À analyser finement, tous ces « doux refrains », toutes ces effusions de gratitude, toutes ces flatteries constantes ainsi que toutes ces colonnes d’apothéose que le monde nous a appris à dresser sans discernement et sans réserve à « LA FAMILLE », relèvent au final de la manipulation des esprits, et fournissent la preuve s’il en était besoin, de l’ d’HYPOCRISIE COLLECTIVE que nos sociétés entretiennent, et transmettent depuis des générations. Autrement dit, nos sociétés devraient cesser de considérer et admettre « LA FAMILLE » dans sa forme la plus éculée. « LA FAMILLE » en tant que bande d’hypocrites et d’opportunistes unis pas le sang.
Que l’on se comprenne bien : je ne suis guère en train de remettre en cause « LA FAMILLE » en tant que première cellule à partir de laquelle germent et éclosent toutes les autres cellules sur lesquelles nos sociétés sont construites. Je ne renie nullement « LA FAMILLE » en tant que lieu de tous les commencements, l’endroit où l’on apprend et celui dont on rêve. Mais de là, à considérer que « LA FAMILLE » c’est sacrée ou qu’elle est « notre premier et dernier refuge », et « notre grande protectrice », même dans ce qu’elle a de plus complexe, de plus violent et de plus répugnant ; même quand « LA FAMILLE » se révèle une caverne de renards trompeurs, une tanière de loups revêtus de peaux d’agneau, un nid de hiboux aux regards gluants, un asile de haineux et de jaloux, dans ces cas dis-je, il y’a un pas que je refuse de franchir. Je refuse de tomber les yeux ouverts au fond du gouffre béant et de me laisser prendre piège de tendu par gourous et autres prêtres de la religion « LA FAMILLE ».

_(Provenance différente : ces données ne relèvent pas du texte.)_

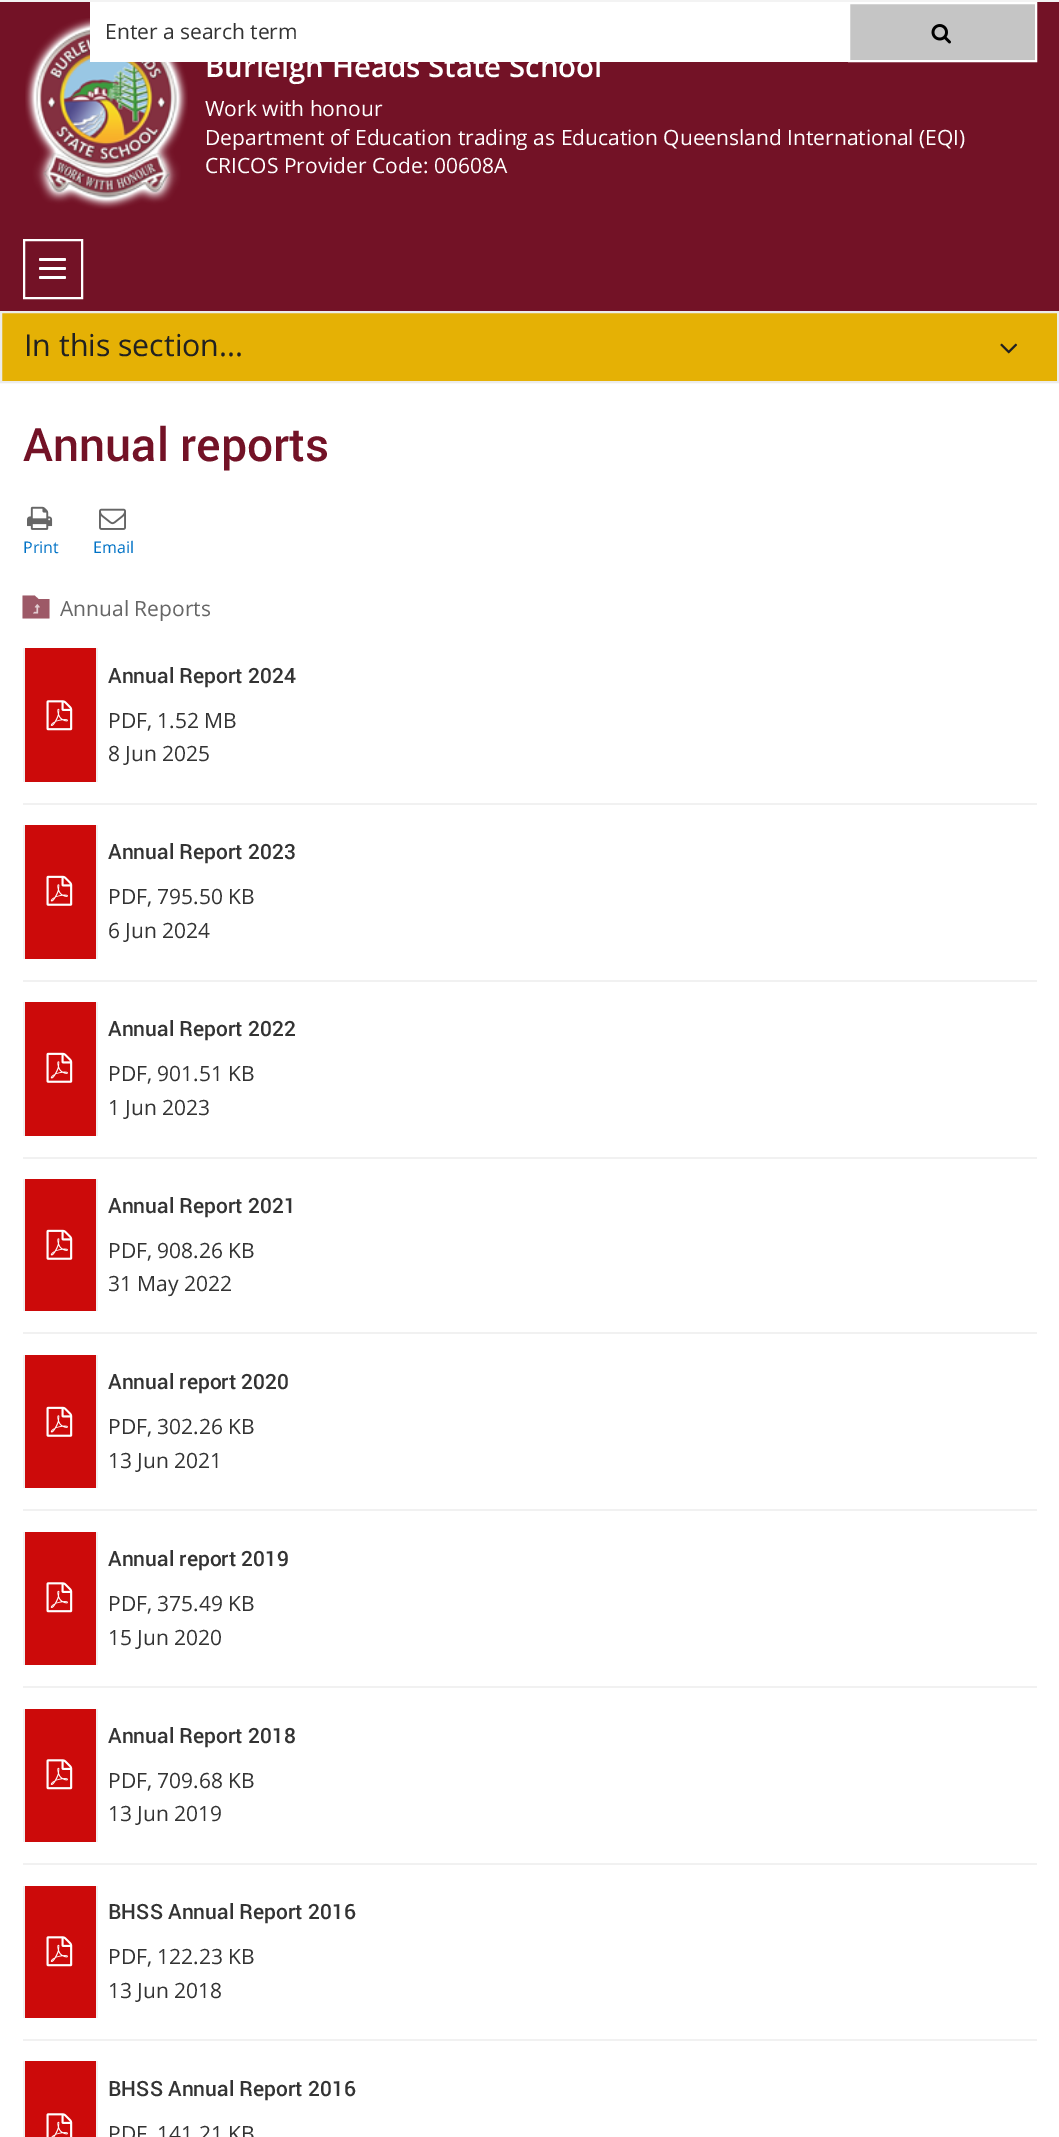 %!PS
<< /PageSize [1059 2137] >> setpagedevice
/rgb { 3 { 255 div 3 1 roll } repeat setrgbcolor } def
/font { [ exch dup neg 0 0 3 -1 roll 0 0 ] selectfont } def
/roundrect { 5 dict begin { /r /h /w /y /x } { exch def } forall
  x r add y moveto x w add y 2 copy h add r arct x w add y h add x 1 index r arct
  x y h add x y r arct x y 2 copy exch w add exch r arct closepath end } def
/picture { 5 dict begin { /h /w /y /x /name } { exch def } forall
  gsave x y translate w h scale
  w h 8 [w 0 0 h 0 0] name (r) file false 3 colorimage grestore end } def
0 2137 translate 1 -1 scale
4 setmiterlimit
255 255 255 rgb
0 0 1059 2137 rectfill
243 243 243 rgb
0 0 1059 2 rectfill
115 18 38 rgb
0 2 1059 309 rectfill
(img/2.rgb) 25 18 163 191 picture
255 255 255 rgb
90 2 758 60 rectfill
197 197 197 rgb
849 3 moveto 1036 3 lineto 1036 61 lineto 849 61 lineto closepath gsave fill grestore
255 255 255 rgb
2 setlinewidth
stroke
(img/1.rgb) 931 24 20 20 picture
24 240 58 58 rectstroke
39 258 27 3 1.5 roundrect fill
39 267 27 3 1.5 roundrect fill
39 276 27 3 1.5 roundrect fill
229 177 5 rgb
1 312 moveto 1058 312 lineto 1058 382 lineto 1 382 lineto closepath gsave fill grestore
236 236 236 rgb
stroke
(img/3.rgb) 1000 343 18 11 picture
(img/4.rgb) 27 506 26 24 picture
(img/5.rgb) 99 508 27 22 picture
157 89 103 rgb
38.5 599 moveto 34.5 595.5 lineto 22.5 595.5 lineto 22.5 618.5 lineto 49.5 618.5 lineto 49.5 599 lineto closepath fill
(img/6.rgb) 33 604 7 10 picture
[
  [23 803 1014 2 241 241 241]
  [25 648 71 134 204 10 10]
  [96 648 2 134 241 241 241]
  [23 648 2 134 241 241 241]
] { aload pop rgb rectfill } forall
(img/7.rgb) 46 700 27 31 picture
[
  [23 980 1014 2 241 241 241]
  [25 825 71 134 204 10 10]
  [96 825 2 134 241 241 241]
  [23 825 2 134 241 241 241]
] { aload pop rgb rectfill } forall
(img/8.rgb) 46 875 27 31 picture
[
  [23 1157 1014 2 241 241 241]
  [25 1002 71 134 204 10 10]
  [96 1002 2 134 241 241 241]
  [23 1002 2 134 241 241 241]
] { aload pop rgb rectfill } forall
(img/8.rgb) 46 1052 27 31 picture
[
  [23 1332 1014 2 241 241 241]
  [25 1179 71 132 204 10 10]
  [96 1179 2 132 241 241 241]
  [23 1179 2 132 241 241 241]
] { aload pop rgb rectfill } forall
(img/8.rgb) 46 1229 27 31 picture
[
  [23 1509 1014 2 241 241 241]
  [25 1355 71 133 204 10 10]
  [96 1355 2 133 241 241 241]
  [23 1355 2 133 241 241 241]
] { aload pop rgb rectfill } forall
(img/8.rgb) 46 1406 27 31 picture
[
  [23 1686 1014 2 241 241 241]
  [25 1532 71 133 204 10 10]
  [96 1532 2 133 241 241 241]
  [23 1532 2 133 241 241 241]
] { aload pop rgb rectfill } forall
(img/7.rgb) 46 1582 27 31 picture
[
  [23 1863 1014 2 241 241 241]
  [25 1709 71 133 204 10 10]
  [96 1709 2 133 241 241 241]
  [23 1709 2 133 241 241 241]
] { aload pop rgb rectfill } forall
(img/7.rgb) 46 1759 27 31 picture
[
  [23 2039 1014 2 241 241 241]
  [25 1886 71 132 204 10 10]
  [96 1886 2 132 241 241 241]
  [23 1886 2 132 241 241 241]
] { aload pop rgb rectfill } forall
(img/7.rgb) 46 1936 27 31 picture
[
  [25 2061 71 76 204 10 10]
  [96 2061 2 76 241 241 241]
  [23 2061 2 76 241 241 241]
] { aload pop rgb rectfill } forall
(img/9.rgb) 46 2113 27 24 picture
/OpenSans-Regular 21 font
51 51 51 rgb
105 39 moveto (Enter a search term) show
/OpenSans-SemiBold 29.4 font
255 255 255 rgb
205 77 moveto (Burleigh Heads State School) show
/OpenSans-Regular 21 font
[
  [(Work with honour) 205 116]
  [(Department of Education trading as Education Queensland International \(EQI\)) 205 145]
  [(CRICOS Provider Code: 00608A) 205 173]
] { aload pop moveto show } forall
/OpenSans-Regular 30.25 font
33 33 33 rgb
24 356 moveto (In this section...) show
/Roboto-Medium 46.25 font
115 18 38 rgb
23 461 moveto (Annual reports) show
/OpenSans-Regular 16 font
0 114 198 rgb
23 553 moveto (Print) show
93 553 moveto (Email) show
/OpenSans-Regular 21 font
102 102 102 rgb
60 616 moveto (Annual Reports) show
/Roboto-Medium 21 font
51 51 51 rgb
108 683 moveto (Annual Report 2024) show
/OpenSans-Regular 21 font
108 728 moveto (PDF, 1.52 MB) show
108 761 moveto (8 Jun 2025) show
/Roboto-Medium 21 font
108 859 moveto (Annual Report 2023) show
/OpenSans-Regular 21 font
108 904 moveto (PDF, 795.50 KB) show
108 938 moveto (6 Jun 2024) show
/Roboto-Medium 21 font
108 1036 moveto (Annual Report 2022) show
/OpenSans-Regular 21 font
108 1081 moveto (PDF, 901.51 KB) show
108 1115 moveto (1 Jun 2023) show
/Roboto-Medium 21 font
108 1213 moveto (Annual Report 2021) show
/OpenSans-Regular 21 font
108 1258 moveto (PDF, 908.26 KB) show
108 1291 moveto (31 May 2022) show
/Roboto-Medium 21 font
108 1389 moveto (Annual report 2020) show
/OpenSans-Regular 21 font
108 1434 moveto (PDF, 302.26 KB) show
108 1468 moveto (13 Jun 2021) show
/Roboto-Medium 21 font
108 1566 moveto (Annual report 2019) show
/OpenSans-Regular 21 font
108 1611 moveto (PDF, 375.49 KB) show
108 1645 moveto (15 Jun 2020) show
/Roboto-Medium 21 font
108 1743 moveto (Annual Report 2018) show
/OpenSans-Regular 21 font
108 1788 moveto (PDF, 709.68 KB) show
108 1821 moveto (13 Jun 2019) show
/Roboto-Medium 21 font
108 1919 moveto (BHSS Annual Report 2016) show
/OpenSans-Regular 21 font
108 1964 moveto (PDF, 122.23 KB) show
108 1998 moveto (13 Jun 2018) show
/Roboto-Medium 21 font
108 2096 moveto (BHSS Annual Report 2016) show
/OpenSans-Regular 21 font
108 2141 moveto (PDF) show
157 2141 moveto (141.21 KB) show
showpage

Non, « LA FAMILLE » – qu’elle soit de sang concentré, épais, ou dilué et tout ce que l’on voudra -, n’est pas ni sacrée, ni notre refuge sûr, ni notre protectrice ; elle n’est ni essentielle, ni la chose plus importante sur cette terre. Cela se saurait. Toutes ces affirmations et considérations sociales que nous avons souvent fini par prendre pour paroles d’évangile, ont été bien souvent à l’origine des angoisses et détresses émotionnelles graves, dès lors qu’elles sont démenties par les faits. C’est le cas par exemple, quand certaines personnes découvrent sur le tard, qu’elles ont vécu de longues années, côte à côte sous le même toit, avec des frères et sœurs qu’elles croyaient connaître, alors qu’en fait, ils ignoraient tout les uns des autres. Pour s’en convaincre, il suffit d’observer la violence inouïe avec laquelle certains conflits familiaux – à propos de l’héritage laissé par les parents par exemple -, se règlent. L’on aurait dit des tribus sauvages de l’Australie au 18ème siècle. Ce qui pousse d’ailleurs à penser, dans certains cas, que ne pas avoir de « LA FAMILLE », vaut beaucoup mieux que d’avoir une famille à vomir.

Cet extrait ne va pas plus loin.